INSTRUCTIONS TO FOLLOW:
Report how many lines of the entries below contain the word "dead", and nothing more.

Stored data entries:
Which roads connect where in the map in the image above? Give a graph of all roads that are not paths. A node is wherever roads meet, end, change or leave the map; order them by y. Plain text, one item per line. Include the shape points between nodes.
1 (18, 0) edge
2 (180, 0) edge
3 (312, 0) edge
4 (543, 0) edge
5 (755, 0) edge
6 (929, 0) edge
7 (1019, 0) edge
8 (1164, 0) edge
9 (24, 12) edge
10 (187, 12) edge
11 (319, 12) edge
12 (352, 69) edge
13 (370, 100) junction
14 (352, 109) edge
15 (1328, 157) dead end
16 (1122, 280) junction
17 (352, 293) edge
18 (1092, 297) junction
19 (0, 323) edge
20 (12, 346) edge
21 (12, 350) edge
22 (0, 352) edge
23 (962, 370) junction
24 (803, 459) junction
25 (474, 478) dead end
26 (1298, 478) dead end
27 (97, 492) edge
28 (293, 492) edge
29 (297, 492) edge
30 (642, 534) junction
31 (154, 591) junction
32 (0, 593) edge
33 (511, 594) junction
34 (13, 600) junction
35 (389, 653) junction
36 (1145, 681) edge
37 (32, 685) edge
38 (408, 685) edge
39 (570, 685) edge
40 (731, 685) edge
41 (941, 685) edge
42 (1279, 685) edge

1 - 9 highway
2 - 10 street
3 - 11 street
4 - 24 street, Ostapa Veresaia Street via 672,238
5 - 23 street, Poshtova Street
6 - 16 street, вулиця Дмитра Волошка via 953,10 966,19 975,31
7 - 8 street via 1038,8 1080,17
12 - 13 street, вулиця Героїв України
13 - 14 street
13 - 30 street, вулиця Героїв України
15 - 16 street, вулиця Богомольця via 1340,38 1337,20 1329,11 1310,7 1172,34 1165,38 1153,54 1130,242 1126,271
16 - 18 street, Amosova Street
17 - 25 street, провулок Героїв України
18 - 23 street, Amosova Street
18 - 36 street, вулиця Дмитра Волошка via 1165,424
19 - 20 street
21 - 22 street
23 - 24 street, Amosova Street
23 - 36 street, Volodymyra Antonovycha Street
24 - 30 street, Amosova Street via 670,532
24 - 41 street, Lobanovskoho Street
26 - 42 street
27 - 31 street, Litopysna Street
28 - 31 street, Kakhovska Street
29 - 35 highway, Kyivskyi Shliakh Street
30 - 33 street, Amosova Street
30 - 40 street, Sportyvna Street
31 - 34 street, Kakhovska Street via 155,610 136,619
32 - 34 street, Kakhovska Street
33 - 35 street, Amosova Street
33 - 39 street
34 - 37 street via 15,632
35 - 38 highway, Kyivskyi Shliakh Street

ANSWER SECTION:
3